DATASET.
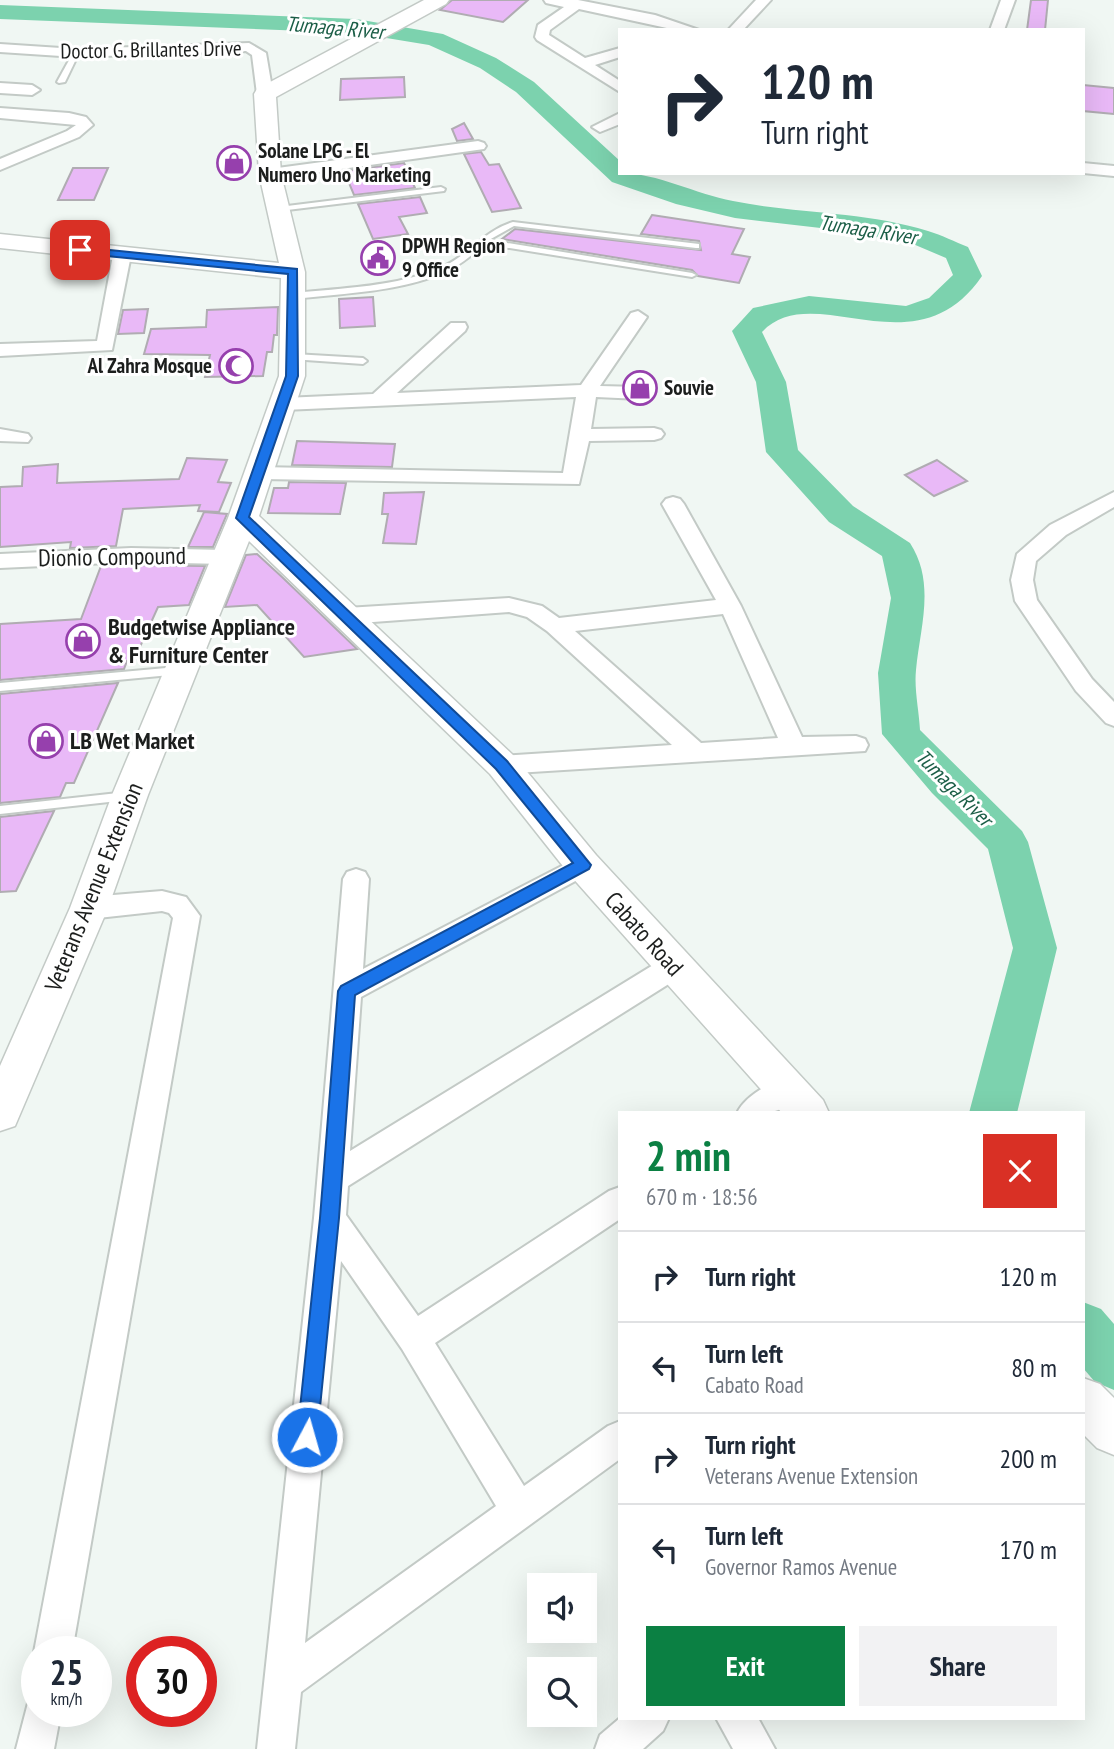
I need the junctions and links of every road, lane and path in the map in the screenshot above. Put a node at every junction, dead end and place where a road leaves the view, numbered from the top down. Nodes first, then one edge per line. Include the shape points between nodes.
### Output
1 (439, 0) edge
2 (551, 0) edge
3 (764, 0) edge
4 (1008, 0) edge
5 (577, 4) junction
6 (683, 28) edge
7 (737, 28) edge
8 (998, 28) edge
9 (0, 48) edge
10 (76, 53) junction
11 (618, 53) edge
12 (585, 64) junction
13 (61, 82) dead end
14 (617, 84) edge
15 (0, 88) edge
16 (32, 90) dead end
17 (265, 94) junction
18 (0, 113) edge
19 (618, 119) edge
20 (600, 127) dead end
21 (478, 146) dead end
22 (0, 165) edge
23 (1085, 168) edge
24 (1114, 171) edge
25 (270, 174) junction
26 (441, 189) dead end
27 (279, 209) junction
28 (0, 241) edge
29 (481, 241) junction
30 (696, 246) dead end
31 (122, 255) junction
32 (692, 275) dead end
33 (294, 284) junction
34 (638, 317) dead end
35 (458, 327) dead end
36 (0, 350) edge
37 (294, 357) junction
38 (363, 361) dead end
39 (587, 391) junction
40 (640, 393) dead end
41 (378, 400) junction
42 (284, 404) junction
43 (654, 434) dead end
44 (0, 435) edge
45 (580, 435) junction
46 (21, 438) dead end
47 (260, 473) junction
48 (1114, 498) edge
49 (673, 504) dead end
50 (243, 518) junction
51 (225, 557) junction
52 (0, 561) edge
53 (730, 607) junction
54 (345, 616) junction
55 (555, 626) junction
56 (181, 671) junction
57 (0, 687) edge
58 (1114, 717) edge
59 (856, 745) dead end
60 (794, 746) junction
61 (694, 751) junction
62 (502, 765) junction
63 (130, 795) junction
64 (0, 810) edge
65 (583, 865) junction
66 (356, 879) dead end
67 (89, 908) junction
68 (673, 967) junction
69 (347, 991) junction
70 (798, 1101) edge
71 (760, 1111) edge
72 (0, 1113) edge
73 (332, 1180) junction
74 (618, 1202) edge
75 (330, 1218) junction
76 (414, 1338) junction
77 (1085, 1403) edge
78 (1114, 1431) edge
79 (618, 1439) edge
80 (519, 1511) junction
81 (56, 1636) edge
82 (282, 1683) junction
83 (648, 1720) edge
84 (736, 1720) edge
85 (39, 1727) edge
86 (35, 1749) edge
87 (276, 1749) edge
88 (614, 1749) edge
89 (756, 1749) edge

1 - 17 street
2 - 5 street
3 - 7 street
4 - 8 street
5 - 6 street
5 - 12 street via 541,32
9 - 10 street, Doctor G. Brillantes Drive
10 - 13 lane
10 - 17 street, Doctor G. Brillantes Drive via 249,47 259,53
11 - 12 street
12 - 14 street
15 - 16 street
17 - 25 main road, Veterans Avenue Extension
18 - 22 street via 69,118 85,125
19 - 20 street
21 - 25 street
23 - 24 street
25 - 27 main road, Veterans Avenue Extension
26 - 27 lane
27 - 33 main road, Veterans Avenue Extension
28 - 31 street
29 - 30 lane via 497,230 519,224
29 - 32 lane
29 - 33 lane via 460,261 425,275
31 - 33 street
31 - 36 street via 105,346
33 - 37 main road, Veterans Avenue Extension
34 - 39 street
35 - 41 street
37 - 38 lane
37 - 42 main road, Veterans Avenue Extension
39 - 40 street
39 - 41 street
39 - 45 street
41 - 42 street
42 - 47 main road, Veterans Avenue Extension
43 - 45 street
44 - 46 street
45 - 47 street via 572,480
47 - 50 main road, Veterans Avenue Extension
48 - 58 street via 1058,530 1025,559 1022,580 1026,601 1084,685
49 - 53 street
50 - 51 main road, Veterans Avenue Extension
50 - 54 street, Cabato Road
51 - 52 street, Dionio Compound via 131,555
51 - 56 main road, Veterans Avenue Extension
53 - 55 street
53 - 60 street
54 - 55 street via 509,605 534,611
54 - 62 street, Cabato Road
55 - 61 street
56 - 57 lane
56 - 63 main road, Veterans Avenue Extension
59 - 60 street
60 - 61 street
61 - 62 street
62 - 65 street, Cabato Road
63 - 64 lane
63 - 67 main road, Veterans Avenue Extension
65 - 68 street, Cabato Road
65 - 69 street
66 - 69 street
67 - 72 main road, Veterans Avenue Extension
67 - 81 street via 162,901 177,904 187,916
68 - 70 street, Cabato Road
68 - 73 street
69 - 73 street
70 - 71 street
73 - 75 street
74 - 76 street
75 - 76 street
75 - 82 street
76 - 80 street
77 - 78 street
79 - 80 street
80 - 82 street
82 - 87 street
83 - 88 street
84 - 89 street
85 - 86 street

WHAT NEEDS TO BE DONE. Print the material above verbatim, no images.

REPLY.
I need the junctions and links of every road, lane and path in the map in the screenshot above. Put a node at every junction, dead end and place where a road leaves the view, numbered from the top down. Nodes first, then one edge per line. Include the shape points between nodes.
### Output
1 (439, 0) edge
2 (551, 0) edge
3 (764, 0) edge
4 (1008, 0) edge
5 (577, 4) junction
6 (683, 28) edge
7 (737, 28) edge
8 (998, 28) edge
9 (0, 48) edge
10 (76, 53) junction
11 (618, 53) edge
12 (585, 64) junction
13 (61, 82) dead end
14 (617, 84) edge
15 (0, 88) edge
16 (32, 90) dead end
17 (265, 94) junction
18 (0, 113) edge
19 (618, 119) edge
20 (600, 127) dead end
21 (478, 146) dead end
22 (0, 165) edge
23 (1085, 168) edge
24 (1114, 171) edge
25 (270, 174) junction
26 (441, 189) dead end
27 (279, 209) junction
28 (0, 241) edge
29 (481, 241) junction
30 (696, 246) dead end
31 (122, 255) junction
32 (692, 275) dead end
33 (294, 284) junction
34 (638, 317) dead end
35 (458, 327) dead end
36 (0, 350) edge
37 (294, 357) junction
38 (363, 361) dead end
39 (587, 391) junction
40 (640, 393) dead end
41 (378, 400) junction
42 (284, 404) junction
43 (654, 434) dead end
44 (0, 435) edge
45 (580, 435) junction
46 (21, 438) dead end
47 (260, 473) junction
48 (1114, 498) edge
49 (673, 504) dead end
50 (243, 518) junction
51 (225, 557) junction
52 (0, 561) edge
53 (730, 607) junction
54 (345, 616) junction
55 (555, 626) junction
56 (181, 671) junction
57 (0, 687) edge
58 (1114, 717) edge
59 (856, 745) dead end
60 (794, 746) junction
61 (694, 751) junction
62 (502, 765) junction
63 (130, 795) junction
64 (0, 810) edge
65 (583, 865) junction
66 (356, 879) dead end
67 (89, 908) junction
68 (673, 967) junction
69 (347, 991) junction
70 (798, 1101) edge
71 (760, 1111) edge
72 (0, 1113) edge
73 (332, 1180) junction
74 (618, 1202) edge
75 (330, 1218) junction
76 (414, 1338) junction
77 (1085, 1403) edge
78 (1114, 1431) edge
79 (618, 1439) edge
80 (519, 1511) junction
81 (56, 1636) edge
82 (282, 1683) junction
83 (648, 1720) edge
84 (736, 1720) edge
85 (39, 1727) edge
86 (35, 1749) edge
87 (276, 1749) edge
88 (614, 1749) edge
89 (756, 1749) edge

1 - 17 street
2 - 5 street
3 - 7 street
4 - 8 street
5 - 6 street
5 - 12 street via 541,32
9 - 10 street, Doctor G. Brillantes Drive
10 - 13 lane
10 - 17 street, Doctor G. Brillantes Drive via 249,47 259,53
11 - 12 street
12 - 14 street
15 - 16 street
17 - 25 main road, Veterans Avenue Extension
18 - 22 street via 69,118 85,125
19 - 20 street
21 - 25 street
23 - 24 street
25 - 27 main road, Veterans Avenue Extension
26 - 27 lane
27 - 33 main road, Veterans Avenue Extension
28 - 31 street
29 - 30 lane via 497,230 519,224
29 - 32 lane
29 - 33 lane via 460,261 425,275
31 - 33 street
31 - 36 street via 105,346
33 - 37 main road, Veterans Avenue Extension
34 - 39 street
35 - 41 street
37 - 38 lane
37 - 42 main road, Veterans Avenue Extension
39 - 40 street
39 - 41 street
39 - 45 street
41 - 42 street
42 - 47 main road, Veterans Avenue Extension
43 - 45 street
44 - 46 street
45 - 47 street via 572,480
47 - 50 main road, Veterans Avenue Extension
48 - 58 street via 1058,530 1025,559 1022,580 1026,601 1084,685
49 - 53 street
50 - 51 main road, Veterans Avenue Extension
50 - 54 street, Cabato Road
51 - 52 street, Dionio Compound via 131,555
51 - 56 main road, Veterans Avenue Extension
53 - 55 street
53 - 60 street
54 - 55 street via 509,605 534,611
54 - 62 street, Cabato Road
55 - 61 street
56 - 57 lane
56 - 63 main road, Veterans Avenue Extension
59 - 60 street
60 - 61 street
61 - 62 street
62 - 65 street, Cabato Road
63 - 64 lane
63 - 67 main road, Veterans Avenue Extension
65 - 68 street, Cabato Road
65 - 69 street
66 - 69 street
67 - 72 main road, Veterans Avenue Extension
67 - 81 street via 162,901 177,904 187,916
68 - 70 street, Cabato Road
68 - 73 street
69 - 73 street
70 - 71 street
73 - 75 street
74 - 76 street
75 - 76 street
75 - 82 street
76 - 80 street
77 - 78 street
79 - 80 street
80 - 82 street
82 - 87 street
83 - 88 street
84 - 89 street
85 - 86 street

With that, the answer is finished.